Belleğimiz bizi yanıltmıyorsa o gece yarısından sonra, 21 Temmuz günü Ay’a ayak basıldı ve biz de heyecanla gelişmeleri radyodan izledik.

Aklımızdan çıkmayan nokta ise, NASA’nın Dünya kamuoyundan özür dilemesi idi!

“Niye?” diye sorulacak olursa: Öngörülen süreden 20 saniye gecikmeye Ay’a inilmişti!

Eğer bir propaganda kurgusu değilse, bilimsel çalışmalarda ve yaşamda dakik (on time, punctual) olmanın, zamanlamanın (timing) kritik önemine ilişkin son derece çarpıcı bir örnektir ve biz belki de bu yüzden “bu dersi” 50 yıldır unutmuyor, uyguluyor, derslerimizde öğrencilerimize anımsatıyoruz.
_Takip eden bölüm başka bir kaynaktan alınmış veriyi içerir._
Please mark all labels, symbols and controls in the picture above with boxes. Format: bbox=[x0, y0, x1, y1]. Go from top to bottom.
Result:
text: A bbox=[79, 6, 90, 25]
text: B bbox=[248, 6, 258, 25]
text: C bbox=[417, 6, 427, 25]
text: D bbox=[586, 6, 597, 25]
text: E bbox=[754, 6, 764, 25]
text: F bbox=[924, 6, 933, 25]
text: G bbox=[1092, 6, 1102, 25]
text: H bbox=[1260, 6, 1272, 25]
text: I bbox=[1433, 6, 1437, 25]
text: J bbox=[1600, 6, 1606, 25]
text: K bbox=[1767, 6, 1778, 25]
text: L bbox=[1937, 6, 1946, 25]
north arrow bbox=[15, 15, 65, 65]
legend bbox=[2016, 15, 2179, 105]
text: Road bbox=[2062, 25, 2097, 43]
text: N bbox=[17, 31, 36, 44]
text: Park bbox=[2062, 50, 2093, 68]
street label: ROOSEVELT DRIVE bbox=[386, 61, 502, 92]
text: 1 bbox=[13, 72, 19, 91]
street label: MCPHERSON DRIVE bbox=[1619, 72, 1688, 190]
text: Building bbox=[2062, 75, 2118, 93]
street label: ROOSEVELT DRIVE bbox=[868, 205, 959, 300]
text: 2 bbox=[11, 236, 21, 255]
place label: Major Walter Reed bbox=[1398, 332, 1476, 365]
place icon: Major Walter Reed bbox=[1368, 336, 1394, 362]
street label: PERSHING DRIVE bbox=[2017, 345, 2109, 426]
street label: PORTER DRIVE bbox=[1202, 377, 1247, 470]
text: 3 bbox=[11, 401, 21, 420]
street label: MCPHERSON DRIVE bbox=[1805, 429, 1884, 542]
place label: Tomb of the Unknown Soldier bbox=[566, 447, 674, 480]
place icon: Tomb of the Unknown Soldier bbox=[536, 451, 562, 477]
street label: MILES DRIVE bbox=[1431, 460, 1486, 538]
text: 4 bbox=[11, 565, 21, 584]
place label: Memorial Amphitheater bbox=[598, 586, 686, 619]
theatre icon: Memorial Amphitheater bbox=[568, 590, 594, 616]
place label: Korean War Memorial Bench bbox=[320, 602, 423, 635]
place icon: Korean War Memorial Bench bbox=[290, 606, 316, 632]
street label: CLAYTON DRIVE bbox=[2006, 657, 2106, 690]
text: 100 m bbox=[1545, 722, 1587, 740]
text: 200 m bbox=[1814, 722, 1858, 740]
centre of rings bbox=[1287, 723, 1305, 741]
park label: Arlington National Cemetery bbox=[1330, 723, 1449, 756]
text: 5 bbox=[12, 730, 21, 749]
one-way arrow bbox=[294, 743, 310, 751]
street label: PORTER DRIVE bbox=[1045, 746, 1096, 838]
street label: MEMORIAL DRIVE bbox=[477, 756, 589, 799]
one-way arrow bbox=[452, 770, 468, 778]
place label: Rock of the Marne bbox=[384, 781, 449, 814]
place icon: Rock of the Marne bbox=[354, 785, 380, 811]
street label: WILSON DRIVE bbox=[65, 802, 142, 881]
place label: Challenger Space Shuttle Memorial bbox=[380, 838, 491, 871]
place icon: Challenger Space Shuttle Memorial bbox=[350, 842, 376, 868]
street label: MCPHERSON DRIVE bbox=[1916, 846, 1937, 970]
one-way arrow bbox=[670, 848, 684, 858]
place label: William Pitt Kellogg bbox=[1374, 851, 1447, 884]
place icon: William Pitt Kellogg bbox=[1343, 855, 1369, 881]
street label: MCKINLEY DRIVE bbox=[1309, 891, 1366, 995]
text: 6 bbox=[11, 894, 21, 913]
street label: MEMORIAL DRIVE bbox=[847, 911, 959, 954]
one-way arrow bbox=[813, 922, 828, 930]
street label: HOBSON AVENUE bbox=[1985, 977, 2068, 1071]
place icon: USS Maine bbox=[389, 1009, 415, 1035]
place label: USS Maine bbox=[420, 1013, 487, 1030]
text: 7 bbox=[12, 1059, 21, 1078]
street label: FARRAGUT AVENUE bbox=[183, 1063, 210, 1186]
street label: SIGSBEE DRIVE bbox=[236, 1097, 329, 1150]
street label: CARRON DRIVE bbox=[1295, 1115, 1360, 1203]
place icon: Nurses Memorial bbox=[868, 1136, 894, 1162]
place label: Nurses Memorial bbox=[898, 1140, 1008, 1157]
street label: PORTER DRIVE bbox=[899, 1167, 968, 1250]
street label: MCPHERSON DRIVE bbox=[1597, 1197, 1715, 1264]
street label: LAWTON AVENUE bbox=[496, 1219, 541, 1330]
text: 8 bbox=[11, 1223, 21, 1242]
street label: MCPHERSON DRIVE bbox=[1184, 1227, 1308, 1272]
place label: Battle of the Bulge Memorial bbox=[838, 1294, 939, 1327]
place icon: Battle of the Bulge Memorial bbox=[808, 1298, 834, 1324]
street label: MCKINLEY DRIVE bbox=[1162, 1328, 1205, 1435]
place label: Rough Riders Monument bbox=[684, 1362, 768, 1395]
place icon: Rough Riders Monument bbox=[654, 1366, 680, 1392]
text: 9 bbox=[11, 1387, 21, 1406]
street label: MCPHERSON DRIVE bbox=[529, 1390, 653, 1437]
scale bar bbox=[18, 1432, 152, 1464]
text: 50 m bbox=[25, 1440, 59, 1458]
Bir kez daha Yüce ATATÜRK’ün asla unutulmaması gereken sözlerini paylaşalım :

  • Yaşamda en gerçek yol gösterici bilim ve tekniktir. Bunların dışında yol (tarik, tarikat) aramak aymazlıktır (gaflettir), sapkınlıktır (dalalet)..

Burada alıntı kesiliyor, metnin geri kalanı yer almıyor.